What advice do you give to beginning models?
"Don’t compare yourself to someone else. You're unique, so expound on that. And take your work seriously, but not too seriously. Modelling is often temporary, so I try to impress on them that they should enjoy the work and the travel."
Lieveld: "Working with young models makes my work interesting." © Jaiwe Nuij
Which models would you still like to work with?
"Karlie Kloss. I don't know her personally, but I think she walks beautifully. And she has a unique perspective on the modelling world, she's stayed really down-to-earth. I'd like to coach Molly Blair. She has a really different face and a different walk that I think could be a bit less slouchy."
Which collaborations do you look back on with pride?
"In New York, I coached models for New York Model Management. During that training, one of the models, Selena Forest, started to cry because she felt unsure of herself. She was lonely and asked if I wanted to have lunch with her. That was touching. For a 16-year-old girl, it's a really hard world. We went to lunch together and it was fine. The next season, she was working for big labels like Louis Vuitton and Chanel. I'm proud of that. Obviously I was only a small piece of that puzzle, but I thought that was really special."
What's the best thing about your job? When someone is successful?

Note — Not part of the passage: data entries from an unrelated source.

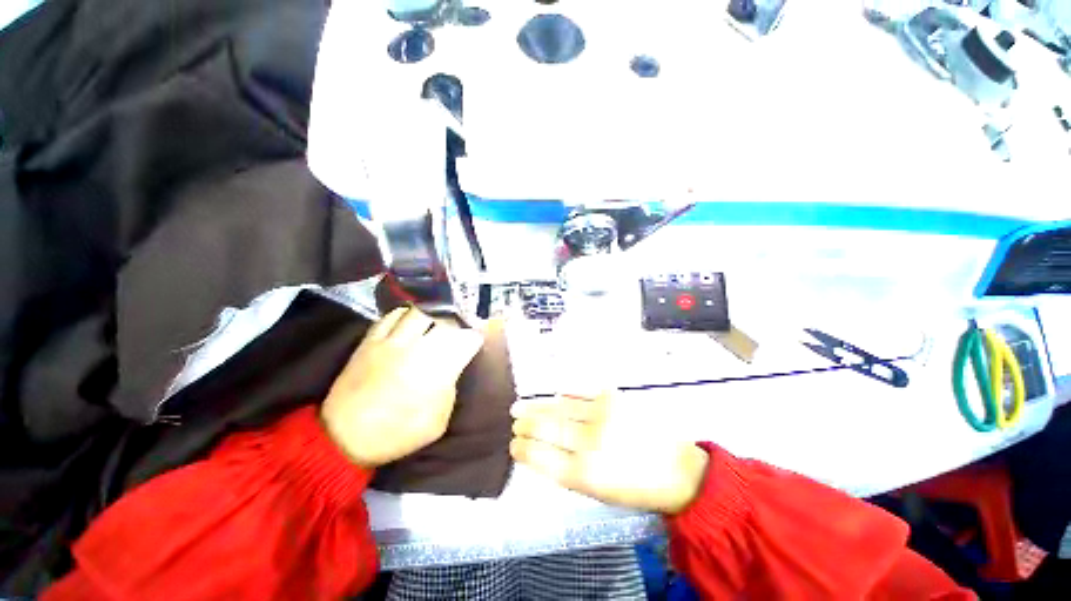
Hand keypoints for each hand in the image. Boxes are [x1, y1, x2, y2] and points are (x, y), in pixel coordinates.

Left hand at [321, 307, 484, 468]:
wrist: (345, 438)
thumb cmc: (398, 433)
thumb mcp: (439, 420)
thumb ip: (451, 388)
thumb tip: (453, 367)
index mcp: (438, 370)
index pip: (467, 340)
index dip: (475, 338)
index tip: (476, 340)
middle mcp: (417, 348)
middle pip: (446, 320)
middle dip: (458, 323)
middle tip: (459, 329)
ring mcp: (392, 342)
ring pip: (420, 312)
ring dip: (433, 315)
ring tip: (436, 322)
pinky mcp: (371, 341)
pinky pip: (391, 317)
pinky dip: (405, 315)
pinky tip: (409, 321)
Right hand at [510, 392, 708, 514]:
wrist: (677, 469)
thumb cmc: (635, 488)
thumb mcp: (597, 493)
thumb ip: (566, 470)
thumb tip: (540, 449)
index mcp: (585, 474)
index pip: (542, 457)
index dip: (523, 449)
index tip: (513, 444)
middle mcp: (591, 442)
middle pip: (548, 427)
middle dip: (526, 424)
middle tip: (514, 421)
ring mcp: (602, 415)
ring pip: (559, 407)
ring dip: (537, 406)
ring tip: (520, 405)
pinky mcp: (613, 397)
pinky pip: (580, 392)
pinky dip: (564, 394)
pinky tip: (553, 395)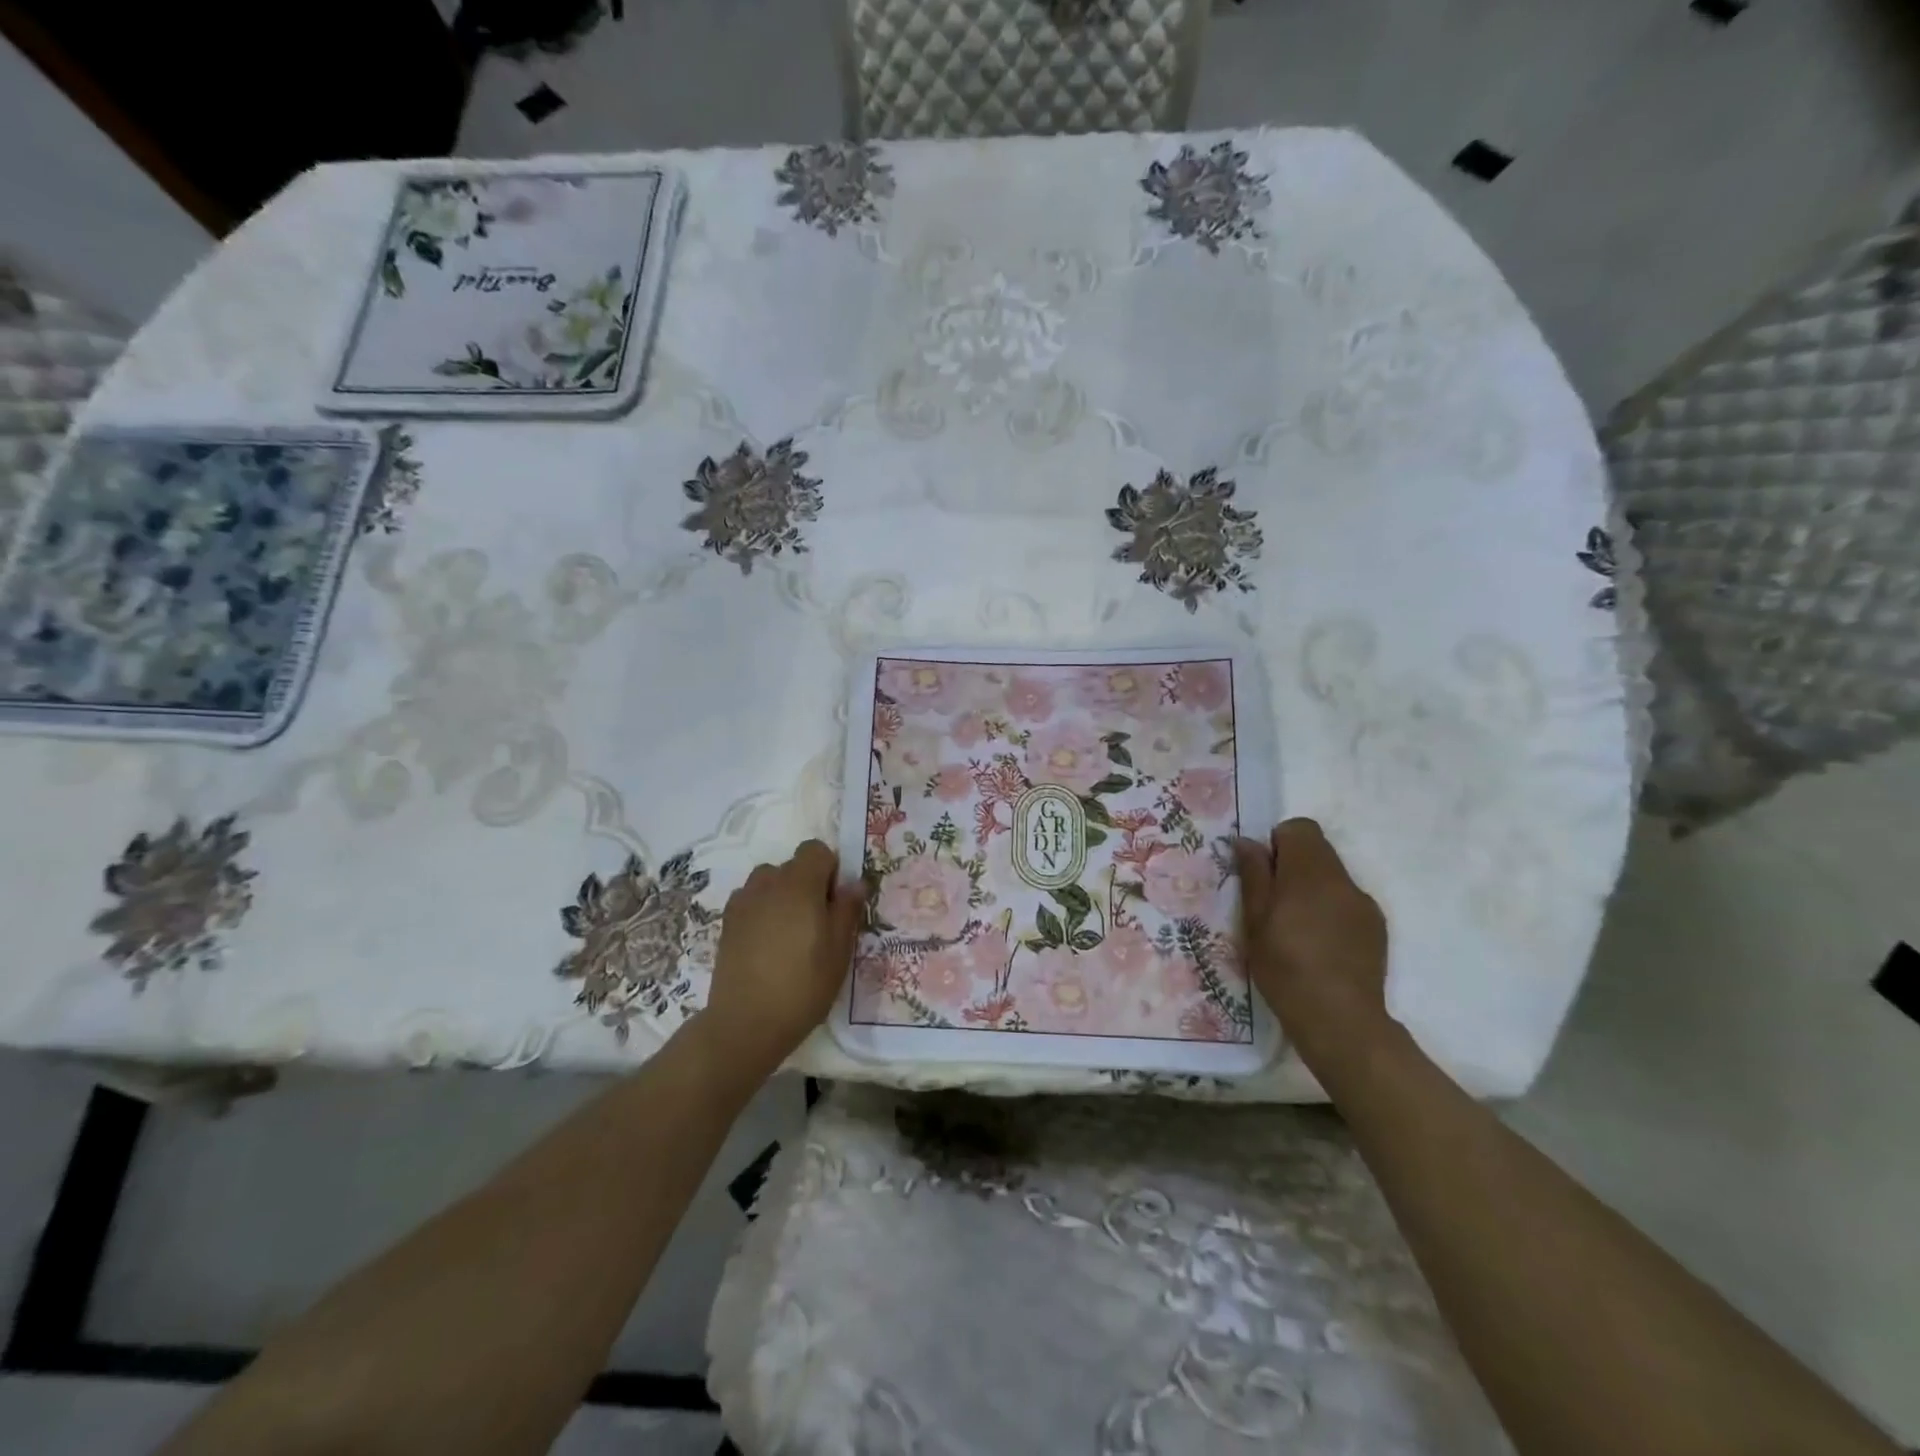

"No, not that per se. But more when someone can achieve success for themselves. It fantastic to see someone feel more confident because of my help. When I see personal growth in someone, that's what I get the most satisfaction from. And on a TV programme like Holland's Next Top Model, where everything is about the show, I want things to revolve around the models. For me, it's not about the programme, it's about the people themselves and the fact that I can contribute something to them."
Lieveld: "I'd still like to work in Miami and Los Angeles." © Jaiwe Nuij
Do you think that's why people want to work with you?
"I think it's down to three factors. Firstly, because I have experience as a model myself. Secondly, because I'm very conscious of posture, I've studied it. And lastly because I studied psychology."
What are your plans for the future?
"Miami and Los Angeles are on my wish list. I'd like to work there, and there are a lot of modelling agencies there as well. In Miami, you've got Swim Week and Los Angeles has the major entertainment business, so you can train actors there, as well. But there are also a lot of other agencies in New York that I'd like to work with, so hopefully I can make that crossover. I'd also like my own studio and practice in New York."